Next to HTML CSS and Javascript are also relevant for webscraping:

#### CSS
- [Cascading Style Sheets](https://en.wikipedia.org/wiki/Cascading_Style_Sheets) (CSS) describe the format and for example colouring of HTML components (e.g. ``<h1>``, ``<div>``...)
- CSS is useful for us, due to the fact that the CSS pointer (selector) might be used to find HTML elements.

#### Javascript
- [Javascript](https://en.wikipedia.org/wiki/JavaScript) extends the functionality of websites (e.g. hide and display certain objects based on user input)

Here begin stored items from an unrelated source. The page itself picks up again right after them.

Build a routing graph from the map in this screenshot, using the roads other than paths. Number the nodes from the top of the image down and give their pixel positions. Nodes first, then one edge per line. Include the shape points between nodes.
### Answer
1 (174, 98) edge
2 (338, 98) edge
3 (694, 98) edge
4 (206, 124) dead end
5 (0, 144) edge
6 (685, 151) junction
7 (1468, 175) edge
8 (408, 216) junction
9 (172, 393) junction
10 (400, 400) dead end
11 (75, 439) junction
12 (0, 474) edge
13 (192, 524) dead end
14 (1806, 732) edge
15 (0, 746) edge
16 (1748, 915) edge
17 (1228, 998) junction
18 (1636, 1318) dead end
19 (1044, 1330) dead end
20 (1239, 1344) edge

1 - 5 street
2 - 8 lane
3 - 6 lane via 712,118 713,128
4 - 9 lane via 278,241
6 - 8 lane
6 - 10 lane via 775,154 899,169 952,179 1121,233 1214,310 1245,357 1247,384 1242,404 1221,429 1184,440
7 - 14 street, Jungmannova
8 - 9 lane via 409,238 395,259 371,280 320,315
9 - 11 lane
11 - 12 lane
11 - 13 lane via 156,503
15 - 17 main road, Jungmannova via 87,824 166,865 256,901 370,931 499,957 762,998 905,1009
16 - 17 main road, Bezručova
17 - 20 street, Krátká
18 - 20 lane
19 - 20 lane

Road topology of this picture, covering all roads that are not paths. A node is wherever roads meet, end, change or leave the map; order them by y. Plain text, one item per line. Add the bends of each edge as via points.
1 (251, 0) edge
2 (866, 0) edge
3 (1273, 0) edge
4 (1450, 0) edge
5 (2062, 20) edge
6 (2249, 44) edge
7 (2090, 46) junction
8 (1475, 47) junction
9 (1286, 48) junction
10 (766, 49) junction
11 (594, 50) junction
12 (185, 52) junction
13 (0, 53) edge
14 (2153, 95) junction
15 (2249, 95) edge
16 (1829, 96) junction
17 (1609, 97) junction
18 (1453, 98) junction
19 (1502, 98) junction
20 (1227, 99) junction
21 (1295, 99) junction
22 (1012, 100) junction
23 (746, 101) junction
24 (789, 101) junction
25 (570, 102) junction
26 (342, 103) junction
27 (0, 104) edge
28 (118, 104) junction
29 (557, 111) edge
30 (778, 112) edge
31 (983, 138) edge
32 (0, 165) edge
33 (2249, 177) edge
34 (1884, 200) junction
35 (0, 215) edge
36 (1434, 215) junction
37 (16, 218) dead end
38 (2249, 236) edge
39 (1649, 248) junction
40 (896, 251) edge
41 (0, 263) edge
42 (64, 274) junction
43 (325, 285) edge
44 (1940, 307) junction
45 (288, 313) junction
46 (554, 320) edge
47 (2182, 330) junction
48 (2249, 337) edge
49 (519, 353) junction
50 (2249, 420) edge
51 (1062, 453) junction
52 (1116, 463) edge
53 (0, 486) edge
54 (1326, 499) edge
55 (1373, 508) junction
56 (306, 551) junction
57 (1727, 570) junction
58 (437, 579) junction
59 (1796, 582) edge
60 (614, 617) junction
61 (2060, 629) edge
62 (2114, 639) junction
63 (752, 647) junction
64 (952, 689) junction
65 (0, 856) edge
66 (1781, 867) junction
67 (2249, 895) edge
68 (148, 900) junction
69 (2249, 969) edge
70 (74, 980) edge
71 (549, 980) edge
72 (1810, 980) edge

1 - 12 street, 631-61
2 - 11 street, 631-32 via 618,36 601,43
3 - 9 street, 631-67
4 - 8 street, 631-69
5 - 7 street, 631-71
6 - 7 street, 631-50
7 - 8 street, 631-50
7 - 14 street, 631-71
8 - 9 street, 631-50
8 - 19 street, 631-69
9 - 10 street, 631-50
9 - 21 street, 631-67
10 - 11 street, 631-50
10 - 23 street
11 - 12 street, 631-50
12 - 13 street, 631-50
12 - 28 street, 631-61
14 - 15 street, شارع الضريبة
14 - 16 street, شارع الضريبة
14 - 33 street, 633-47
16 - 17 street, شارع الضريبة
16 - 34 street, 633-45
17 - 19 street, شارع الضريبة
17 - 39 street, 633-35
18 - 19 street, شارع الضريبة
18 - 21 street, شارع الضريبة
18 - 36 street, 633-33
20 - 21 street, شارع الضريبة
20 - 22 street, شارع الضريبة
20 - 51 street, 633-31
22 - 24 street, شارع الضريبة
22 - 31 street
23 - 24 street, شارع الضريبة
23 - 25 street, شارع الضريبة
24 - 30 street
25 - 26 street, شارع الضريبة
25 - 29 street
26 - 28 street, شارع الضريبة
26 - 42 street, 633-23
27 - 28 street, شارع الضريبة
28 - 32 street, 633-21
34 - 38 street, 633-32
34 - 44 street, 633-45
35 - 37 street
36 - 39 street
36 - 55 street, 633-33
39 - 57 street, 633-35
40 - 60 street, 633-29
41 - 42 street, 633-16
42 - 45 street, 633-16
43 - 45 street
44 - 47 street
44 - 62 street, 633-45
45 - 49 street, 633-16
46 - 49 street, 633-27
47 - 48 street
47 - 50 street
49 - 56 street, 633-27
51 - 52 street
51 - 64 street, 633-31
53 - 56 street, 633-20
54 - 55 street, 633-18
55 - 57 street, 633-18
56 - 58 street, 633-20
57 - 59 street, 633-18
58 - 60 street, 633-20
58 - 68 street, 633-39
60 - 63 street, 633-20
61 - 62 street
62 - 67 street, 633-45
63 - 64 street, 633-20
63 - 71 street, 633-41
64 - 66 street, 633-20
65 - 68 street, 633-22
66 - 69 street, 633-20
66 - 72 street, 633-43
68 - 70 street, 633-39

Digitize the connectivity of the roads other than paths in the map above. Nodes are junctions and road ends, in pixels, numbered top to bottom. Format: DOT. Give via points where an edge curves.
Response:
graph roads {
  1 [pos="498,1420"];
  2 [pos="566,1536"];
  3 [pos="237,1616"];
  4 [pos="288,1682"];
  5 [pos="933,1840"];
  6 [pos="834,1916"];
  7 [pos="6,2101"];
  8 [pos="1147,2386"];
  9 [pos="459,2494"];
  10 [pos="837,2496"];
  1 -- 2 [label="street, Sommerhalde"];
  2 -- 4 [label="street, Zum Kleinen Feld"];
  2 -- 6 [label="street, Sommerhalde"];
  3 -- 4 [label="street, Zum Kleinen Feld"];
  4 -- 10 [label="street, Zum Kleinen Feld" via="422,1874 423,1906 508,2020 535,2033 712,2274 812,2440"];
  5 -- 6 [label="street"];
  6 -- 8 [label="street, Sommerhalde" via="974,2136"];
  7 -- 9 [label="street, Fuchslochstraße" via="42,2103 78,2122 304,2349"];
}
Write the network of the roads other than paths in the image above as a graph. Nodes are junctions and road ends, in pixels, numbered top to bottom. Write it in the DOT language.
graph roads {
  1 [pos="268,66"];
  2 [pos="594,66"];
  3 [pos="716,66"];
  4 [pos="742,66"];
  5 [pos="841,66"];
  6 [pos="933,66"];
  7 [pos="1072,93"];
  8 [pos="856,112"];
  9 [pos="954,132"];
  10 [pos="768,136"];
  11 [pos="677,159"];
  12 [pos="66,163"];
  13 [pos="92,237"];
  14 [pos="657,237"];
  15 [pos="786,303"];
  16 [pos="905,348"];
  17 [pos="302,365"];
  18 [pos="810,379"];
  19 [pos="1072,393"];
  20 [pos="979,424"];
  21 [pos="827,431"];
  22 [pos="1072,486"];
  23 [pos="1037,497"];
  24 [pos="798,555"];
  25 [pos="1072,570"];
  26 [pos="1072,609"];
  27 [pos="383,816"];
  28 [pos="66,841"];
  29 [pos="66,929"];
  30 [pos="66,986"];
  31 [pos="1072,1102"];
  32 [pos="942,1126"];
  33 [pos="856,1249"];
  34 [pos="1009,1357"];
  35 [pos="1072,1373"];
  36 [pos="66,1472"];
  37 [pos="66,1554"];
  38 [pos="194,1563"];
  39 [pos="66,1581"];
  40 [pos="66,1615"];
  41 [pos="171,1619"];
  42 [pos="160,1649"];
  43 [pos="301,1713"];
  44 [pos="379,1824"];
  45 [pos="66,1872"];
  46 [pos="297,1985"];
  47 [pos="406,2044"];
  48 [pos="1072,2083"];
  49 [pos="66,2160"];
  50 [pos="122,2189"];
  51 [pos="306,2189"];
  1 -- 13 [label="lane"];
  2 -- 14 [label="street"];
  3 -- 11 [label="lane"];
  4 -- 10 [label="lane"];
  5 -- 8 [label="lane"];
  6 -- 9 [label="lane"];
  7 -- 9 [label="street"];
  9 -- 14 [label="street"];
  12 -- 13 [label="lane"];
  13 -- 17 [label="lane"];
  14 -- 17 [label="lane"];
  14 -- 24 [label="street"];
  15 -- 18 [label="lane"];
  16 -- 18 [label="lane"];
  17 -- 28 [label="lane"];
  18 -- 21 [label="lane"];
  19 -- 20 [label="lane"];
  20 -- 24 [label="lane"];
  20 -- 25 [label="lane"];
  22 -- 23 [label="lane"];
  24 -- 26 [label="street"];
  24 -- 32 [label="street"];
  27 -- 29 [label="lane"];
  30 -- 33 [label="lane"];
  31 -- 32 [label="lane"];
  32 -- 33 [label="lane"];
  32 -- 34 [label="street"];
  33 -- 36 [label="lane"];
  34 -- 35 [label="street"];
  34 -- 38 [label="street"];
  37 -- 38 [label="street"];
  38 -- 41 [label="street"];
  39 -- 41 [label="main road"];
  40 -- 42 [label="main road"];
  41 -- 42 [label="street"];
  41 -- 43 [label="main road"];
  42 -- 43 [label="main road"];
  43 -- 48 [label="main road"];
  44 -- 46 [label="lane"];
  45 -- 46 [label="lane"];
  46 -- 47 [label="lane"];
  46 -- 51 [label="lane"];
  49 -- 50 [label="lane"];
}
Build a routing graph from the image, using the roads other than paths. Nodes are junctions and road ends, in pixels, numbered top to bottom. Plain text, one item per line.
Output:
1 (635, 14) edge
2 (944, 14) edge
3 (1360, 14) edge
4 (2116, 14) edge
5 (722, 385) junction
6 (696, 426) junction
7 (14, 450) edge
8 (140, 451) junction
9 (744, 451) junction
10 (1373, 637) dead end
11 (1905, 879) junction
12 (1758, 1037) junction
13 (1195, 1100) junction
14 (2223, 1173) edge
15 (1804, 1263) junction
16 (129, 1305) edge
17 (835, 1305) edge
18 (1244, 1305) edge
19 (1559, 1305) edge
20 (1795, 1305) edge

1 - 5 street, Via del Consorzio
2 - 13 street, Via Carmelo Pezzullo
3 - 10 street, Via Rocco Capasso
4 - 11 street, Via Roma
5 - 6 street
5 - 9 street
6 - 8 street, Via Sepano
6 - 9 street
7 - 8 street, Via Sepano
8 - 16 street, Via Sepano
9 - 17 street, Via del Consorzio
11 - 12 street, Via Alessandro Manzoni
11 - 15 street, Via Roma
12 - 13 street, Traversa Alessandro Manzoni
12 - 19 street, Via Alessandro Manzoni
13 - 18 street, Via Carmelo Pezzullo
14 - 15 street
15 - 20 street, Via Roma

### HTML in Chrome Browser

- Open [HU Berlin Website](https://www.hu-berlin.de) in Chrome and open Chromes Developer Tools
    
- Hover over different elements within the Developer Console and check what will be displayed on the regular website.
- In the Developer Console one can see all relevant information in regards to certain HTML objects, e.g. `id`, `class`, etc..

### BeautifulSoup

BeautifulSoup is a Python Parser Packagewhich reads in HTML and XML strings. The documentation can be found here [here](http://www.crummy.com/software/BeautifulSoup/bs4/doc/#).

In [79]:
from bs4 import BeautifulSoup

html_doc = """
<html><head><title>The Dormouse's story</title></head>
<body>
<p class="title"><b>The Dormouse's story</b></p>

<p class="story">Once upon a time there were three little sisters; and their names were
<a href="http://example.com/elsie" class="sister" id="link1">Elsie</a>,
<a href="http://example.com/lacie" class="sister" id="link2">Lacie</a> and
<a href="http://example.com/tillie" class="sister" id="link3">Tillie</a>;
and they lived at the bottom of a well.</p>

<p class="story">...</p>
"""

# requests package lets you request the HTML code of a certain website 
# -> requests.get("type in your URL of interest here").text 

soup = BeautifulSoup(html_doc, "html5lib") 
# html5lib ->  Parser, ggf. vorher über pip installieren

Subsequently one can retrieve certain attributes from the tree structure:

In [80]:
print(soup.title.text)

The Dormouse's story


Especially, searching the complete HTML document using certain tags helps us to find the information we are interested in (e.g. find all links on a webpage):

In [82]:
soup.find_all('p')

[<p class="title"><b>The Dormouse's story</b></p>,
 <p class="story">Once upon a time there were three little sisters; and their names were
 <a class="sister" href="http://example.com/elsie" id="link1">Elsie</a>,
 <a class="sister" href="http://example.com/lacie" id="link2">Lacie</a> and
 <a class="sister" href="http://example.com/tillie" id="link3">Tillie</a>;
 and they lived at the bottom of a well.</p>,
 <p class="story">...</p>]

Additionally, elements might be selected using its id, href, or class:

In [83]:
print('id',  soup.find(id="link2"))
print('----')
print('href', soup.find(href='http://example.com/lacie'))
print('----')
print('class', soup.find(class_='story'))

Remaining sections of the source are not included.